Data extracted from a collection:

· · · · · · ·

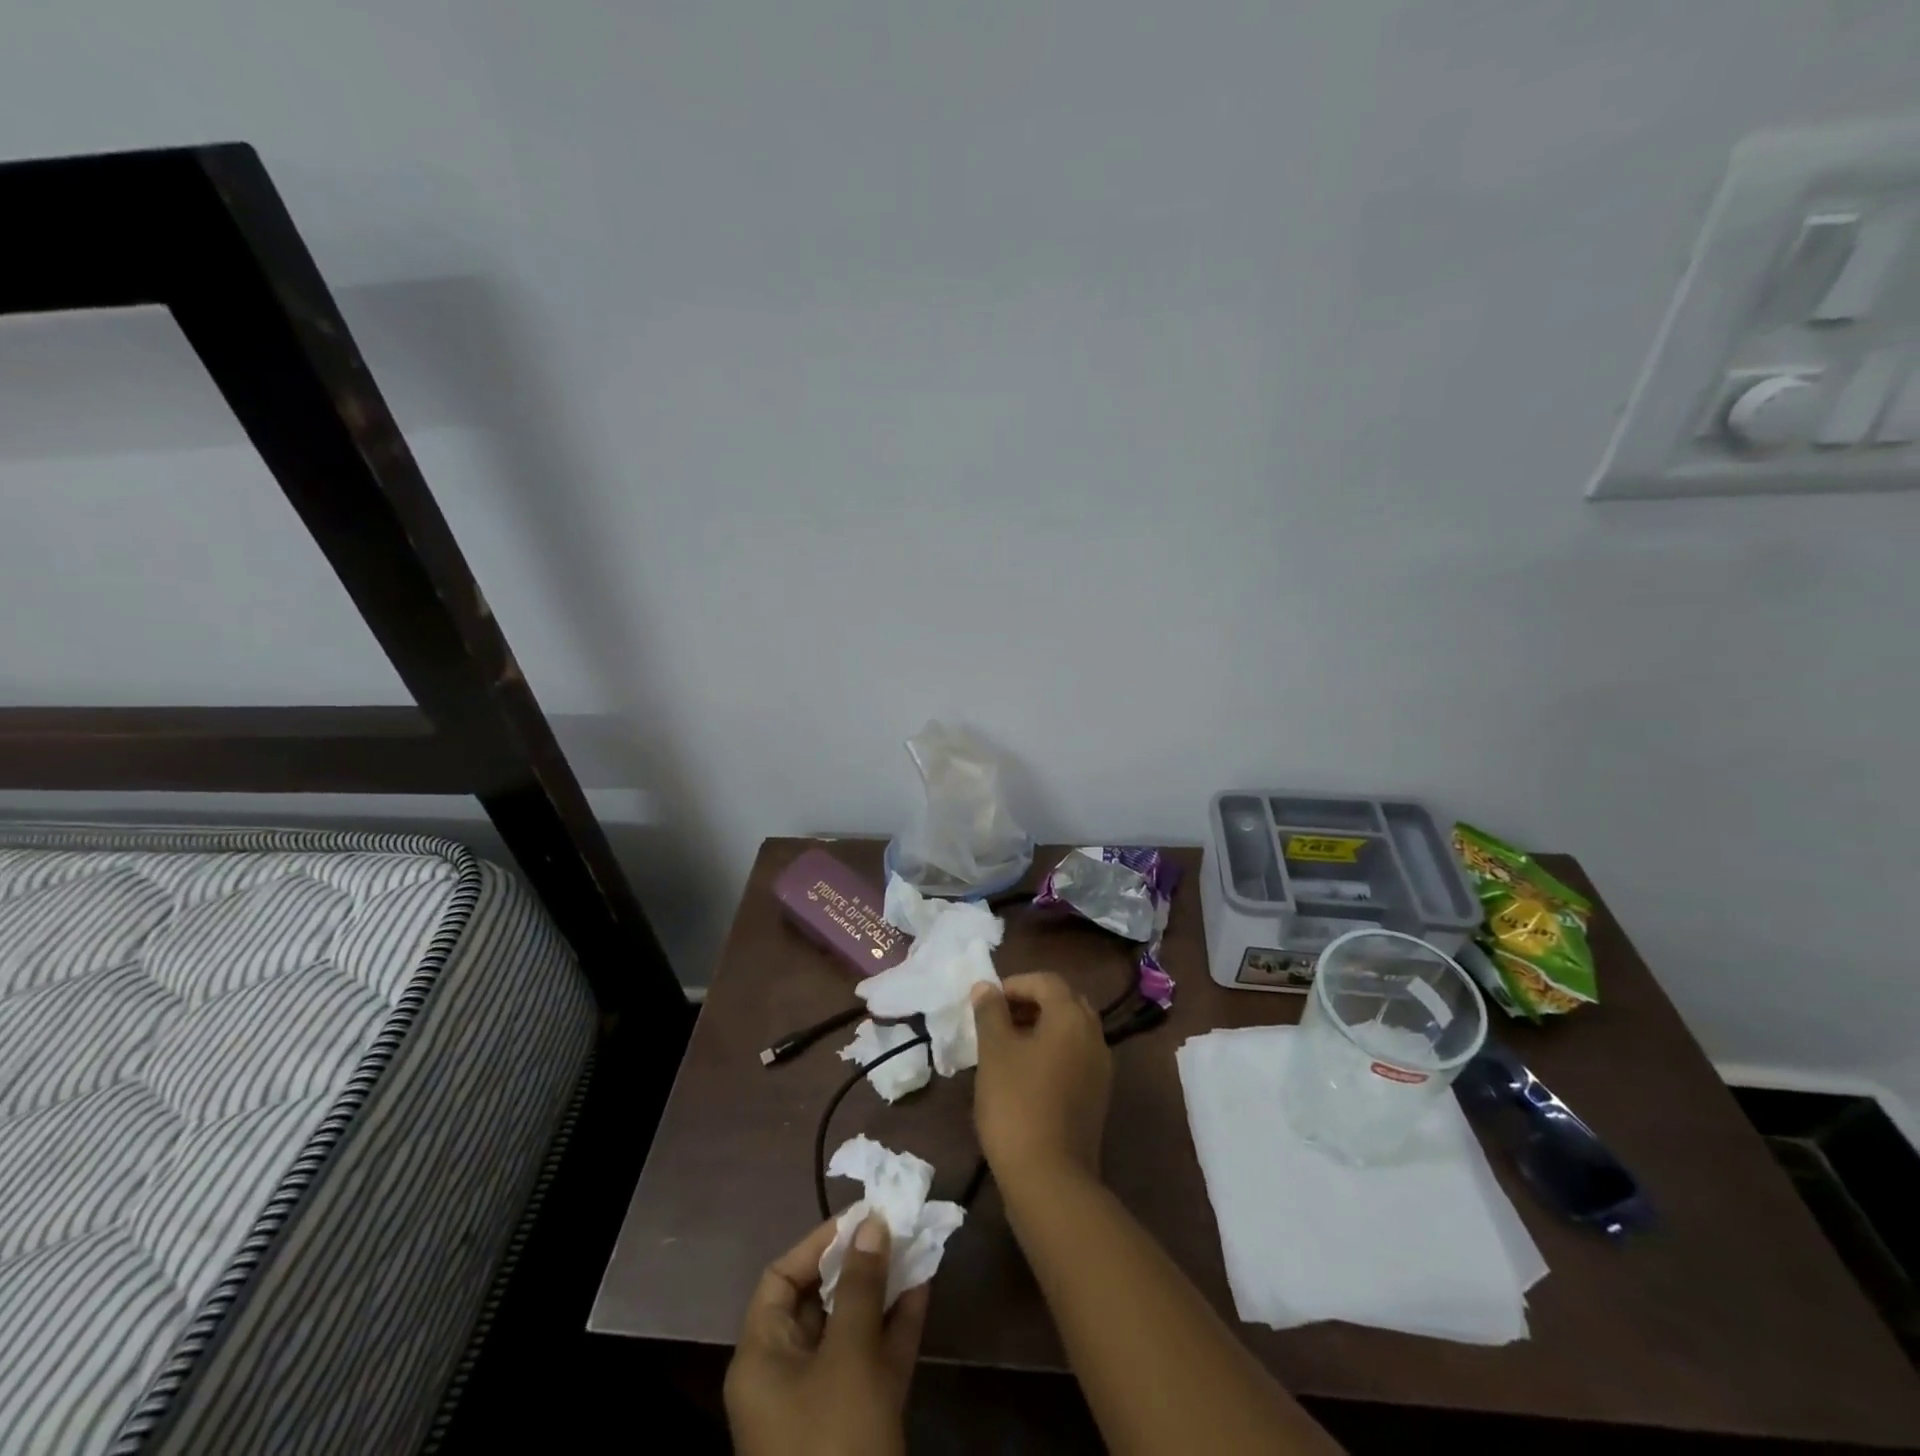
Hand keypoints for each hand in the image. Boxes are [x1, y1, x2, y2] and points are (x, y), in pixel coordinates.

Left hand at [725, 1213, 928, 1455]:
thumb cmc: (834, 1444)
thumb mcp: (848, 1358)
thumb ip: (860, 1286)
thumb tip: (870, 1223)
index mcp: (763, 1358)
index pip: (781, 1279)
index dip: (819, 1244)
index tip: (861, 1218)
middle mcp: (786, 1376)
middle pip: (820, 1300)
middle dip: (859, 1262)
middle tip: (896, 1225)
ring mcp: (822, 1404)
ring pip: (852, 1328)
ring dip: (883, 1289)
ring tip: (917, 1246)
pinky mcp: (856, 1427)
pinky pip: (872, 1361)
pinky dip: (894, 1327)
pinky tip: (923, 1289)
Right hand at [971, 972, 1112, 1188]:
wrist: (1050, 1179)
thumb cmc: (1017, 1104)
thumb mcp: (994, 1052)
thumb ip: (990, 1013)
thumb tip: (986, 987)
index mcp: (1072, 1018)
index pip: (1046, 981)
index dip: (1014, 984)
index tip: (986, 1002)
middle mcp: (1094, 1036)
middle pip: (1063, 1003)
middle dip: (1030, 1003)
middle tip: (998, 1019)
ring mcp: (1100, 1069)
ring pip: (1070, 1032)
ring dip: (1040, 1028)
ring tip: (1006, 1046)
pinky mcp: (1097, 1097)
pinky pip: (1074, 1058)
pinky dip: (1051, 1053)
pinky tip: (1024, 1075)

· · · · · · ·

#### Exercise prompt:
Without altering a word, return all of the records above and leave out their pictures.

#### Exercise answer:
Hand keypoints for each hand in the image. Boxes are [x1, y1, x2, y2] and points are (x, y), in pixel coordinates.

Left hand at [725, 1213, 928, 1455]:
thumb cmc: (834, 1444)
thumb mcp: (848, 1358)
thumb ip: (860, 1286)
thumb tip: (870, 1223)
index mcp: (763, 1358)
index pip: (781, 1279)
index dip: (819, 1244)
index tip: (861, 1218)
middle mcp: (786, 1376)
middle pip: (820, 1300)
middle dip: (859, 1262)
middle tip: (896, 1225)
ring mcp: (822, 1404)
ring pip: (852, 1328)
ring dip: (883, 1289)
ring tip: (917, 1246)
pinky mcp: (856, 1427)
pinky pip: (872, 1361)
pinky dip: (894, 1327)
pinky tip: (923, 1289)
Right hand at [971, 972, 1112, 1188]:
wrist: (1050, 1179)
thumb cmc: (1017, 1104)
thumb mcp: (994, 1052)
thumb ip: (990, 1013)
thumb tip: (986, 987)
index mcp: (1072, 1018)
index pip: (1046, 981)
index dip: (1014, 984)
index tip: (986, 1002)
middle mcp: (1094, 1036)
middle pip: (1063, 1003)
middle dip: (1030, 1003)
middle tip: (998, 1019)
ring mcp: (1100, 1069)
ring pip: (1070, 1032)
ring dip: (1040, 1028)
ring tip: (1006, 1046)
pinky mcp: (1097, 1097)
pinky pip: (1074, 1058)
pinky dip: (1051, 1053)
pinky tip: (1024, 1075)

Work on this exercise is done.